Your goal
The output should be every line below that includes the word "lane".

[Stored data entries]

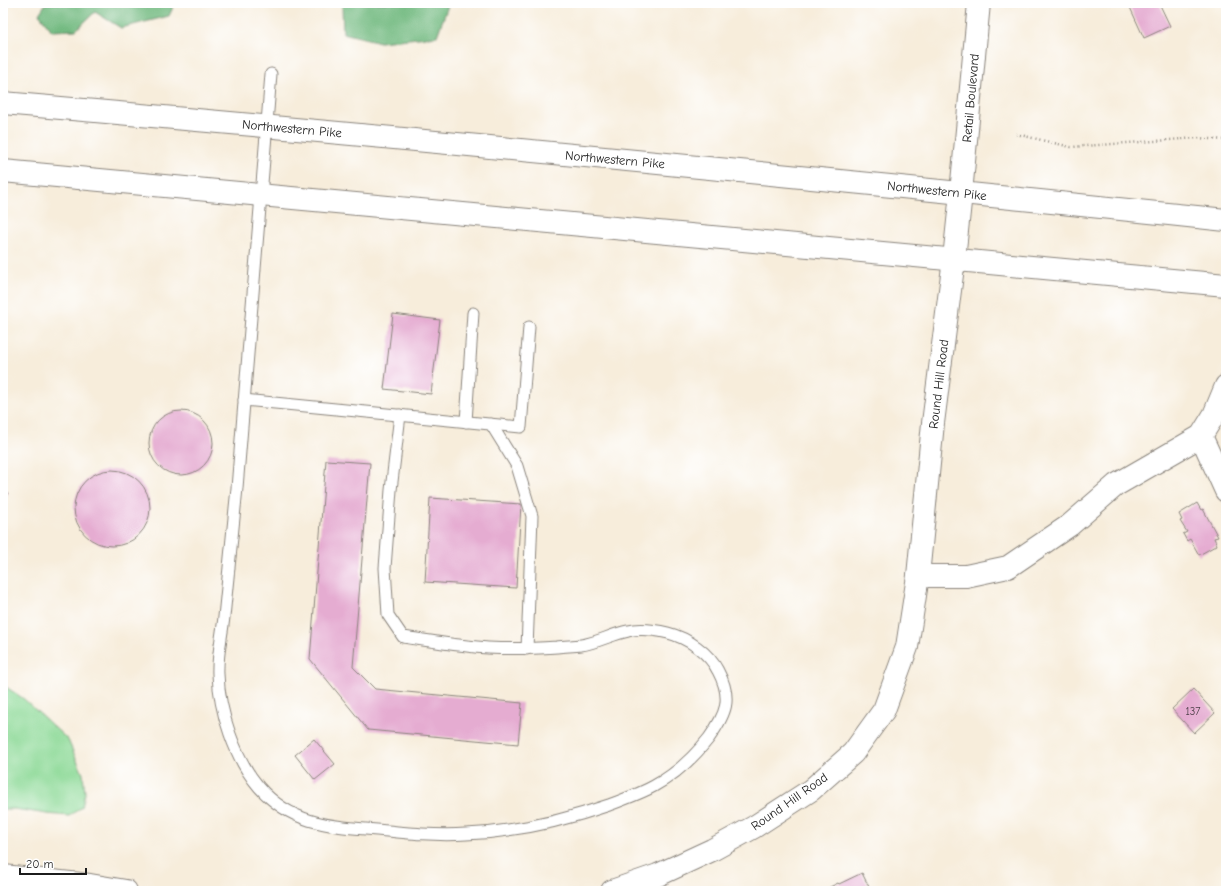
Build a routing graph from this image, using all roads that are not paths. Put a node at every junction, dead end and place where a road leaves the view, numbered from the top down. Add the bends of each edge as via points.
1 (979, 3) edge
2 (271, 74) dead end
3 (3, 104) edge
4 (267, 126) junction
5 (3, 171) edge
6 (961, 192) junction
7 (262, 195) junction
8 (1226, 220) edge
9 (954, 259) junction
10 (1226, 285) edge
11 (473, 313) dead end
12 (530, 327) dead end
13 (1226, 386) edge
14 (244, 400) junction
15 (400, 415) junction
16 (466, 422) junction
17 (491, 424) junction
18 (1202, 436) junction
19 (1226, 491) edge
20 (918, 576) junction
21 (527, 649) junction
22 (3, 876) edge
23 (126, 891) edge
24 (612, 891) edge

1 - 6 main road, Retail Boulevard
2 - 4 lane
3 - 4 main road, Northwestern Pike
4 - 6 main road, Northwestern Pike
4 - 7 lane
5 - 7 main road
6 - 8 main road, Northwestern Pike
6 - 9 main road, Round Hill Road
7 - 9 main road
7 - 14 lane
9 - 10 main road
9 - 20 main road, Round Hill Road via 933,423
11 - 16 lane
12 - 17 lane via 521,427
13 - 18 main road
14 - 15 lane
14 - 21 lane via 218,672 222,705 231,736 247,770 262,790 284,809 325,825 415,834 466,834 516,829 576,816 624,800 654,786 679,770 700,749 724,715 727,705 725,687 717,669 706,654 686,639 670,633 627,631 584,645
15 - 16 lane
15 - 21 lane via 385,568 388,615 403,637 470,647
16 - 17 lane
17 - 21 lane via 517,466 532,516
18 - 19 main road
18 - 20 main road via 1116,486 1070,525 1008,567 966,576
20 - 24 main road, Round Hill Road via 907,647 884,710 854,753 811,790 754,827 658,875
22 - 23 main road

Task output
2 - 4 lane
4 - 7 lane
7 - 14 lane
11 - 16 lane
12 - 17 lane via 521,427
14 - 15 lane
14 - 21 lane via 218,672 222,705 231,736 247,770 262,790 284,809 325,825 415,834 466,834 516,829 576,816 624,800 654,786 679,770 700,749 724,715 727,705 725,687 717,669 706,654 686,639 670,633 627,631 584,645
15 - 16 lane
15 - 21 lane via 385,568 388,615 403,637 470,647
16 - 17 lane
17 - 21 lane via 517,466 532,516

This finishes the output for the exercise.